With both products, it was shocking how quickly we were forced to talk to sales. Labelbox cuts off its free tier at 2,500 “labeled assets per year”, which we quickly hit. With Figure Eight, it took us a couple of calls to even get pricing.

And, neither product was cheap: Labelbox charged $1,000 a month just to use their labeling software, and Figure Eight was even more expensive. That price seemed astronomical for a SaaS offering.

Another huge downside was that we had to trust them with our datasets and labels, both of which are valuable IP for us. In our experience, some companies are categorically forbidden to trust third parties with their data unless they perform due diligence. For us, this extra requirement would have hindered client negotiations. While Labelbox and Figure Eight do offer on-premise installations, I’m sure the cost would be even more prohibitive.
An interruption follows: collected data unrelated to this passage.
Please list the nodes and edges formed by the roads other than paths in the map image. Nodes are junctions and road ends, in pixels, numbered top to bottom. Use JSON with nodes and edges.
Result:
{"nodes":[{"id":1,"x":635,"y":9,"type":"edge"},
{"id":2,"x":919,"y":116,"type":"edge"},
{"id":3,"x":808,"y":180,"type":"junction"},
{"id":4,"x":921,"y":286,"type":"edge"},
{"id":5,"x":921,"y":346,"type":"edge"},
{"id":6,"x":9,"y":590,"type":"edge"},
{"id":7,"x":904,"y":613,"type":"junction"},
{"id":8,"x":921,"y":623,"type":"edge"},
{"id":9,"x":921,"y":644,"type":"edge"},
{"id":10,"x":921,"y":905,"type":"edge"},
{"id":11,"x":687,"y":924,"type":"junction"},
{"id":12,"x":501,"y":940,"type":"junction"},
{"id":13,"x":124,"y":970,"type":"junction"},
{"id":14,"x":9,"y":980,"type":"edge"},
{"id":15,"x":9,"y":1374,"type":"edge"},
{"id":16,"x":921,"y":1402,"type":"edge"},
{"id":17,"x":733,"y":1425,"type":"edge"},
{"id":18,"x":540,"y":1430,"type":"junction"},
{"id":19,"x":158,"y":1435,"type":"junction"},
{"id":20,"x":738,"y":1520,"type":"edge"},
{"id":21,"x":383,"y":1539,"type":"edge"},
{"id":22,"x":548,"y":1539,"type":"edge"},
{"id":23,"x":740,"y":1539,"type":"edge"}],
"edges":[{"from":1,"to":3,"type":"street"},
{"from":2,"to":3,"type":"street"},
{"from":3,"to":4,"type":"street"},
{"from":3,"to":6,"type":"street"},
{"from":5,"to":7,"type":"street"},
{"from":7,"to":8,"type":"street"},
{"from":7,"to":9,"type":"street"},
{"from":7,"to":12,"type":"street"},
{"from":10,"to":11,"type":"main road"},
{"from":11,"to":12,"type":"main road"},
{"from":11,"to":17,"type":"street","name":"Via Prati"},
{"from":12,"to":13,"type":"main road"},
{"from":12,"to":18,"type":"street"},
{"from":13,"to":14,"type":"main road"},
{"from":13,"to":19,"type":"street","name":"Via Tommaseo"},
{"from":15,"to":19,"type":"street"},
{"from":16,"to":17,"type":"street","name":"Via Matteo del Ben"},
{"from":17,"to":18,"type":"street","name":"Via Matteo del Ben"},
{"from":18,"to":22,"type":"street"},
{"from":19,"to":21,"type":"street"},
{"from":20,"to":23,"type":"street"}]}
Why We Decided To Build Our Own Application

After facing these challenges and finding inadequate solutions, we decided that the best way to get what we really needed was to build it ourselves. With our own ML data-labeling application toolset (HyperLabel), we made certain to include these six important qualities:

1)Make it easy and intuitive for non-engineers to use, and get from project setup to label export in just a few steps (5 in our case).

2)Provide flexible schema selection to enable quick iteration across various data labeling workflows. Included custom schemas are: rectangles, polygons, point, feature points, free text, select, and multi-select.

3)Let users to control their own data. Users can import files from local drives or cloud storage – no need to use any external service.

4)Give it scalability that allows users to manage labeling projects of almost any size or complexity.

5)Provide easy export in formats such as JSON, COCO, Pascal VOC and YOLO.

6)Make it free. By removing the cost barrier for the Developer version, we’re making quality ML training datasets an easy reality for anyone.

As we iterated our own product, we also discovered a need to synchronize datasets and labels across machines, which we plan to provide at a reasonable price, with end-to-end encryption. Other features that we found desirable and are currently working on include deep learning-based object tracking for speeding up video labeling, pretrained object detectors for identifying objects with additional taxonomy, and the ability to use GANs to guess object or scene outlines for semantic segmentation.

We’re passionate about realizing the great potential of deep learning ourselves, as well as removing the pain from labeling for data experts and developers around the world. We can’t wait to experience and share the innovation yet to come as HyperLabel helps others take the fastest path to Machine Learning.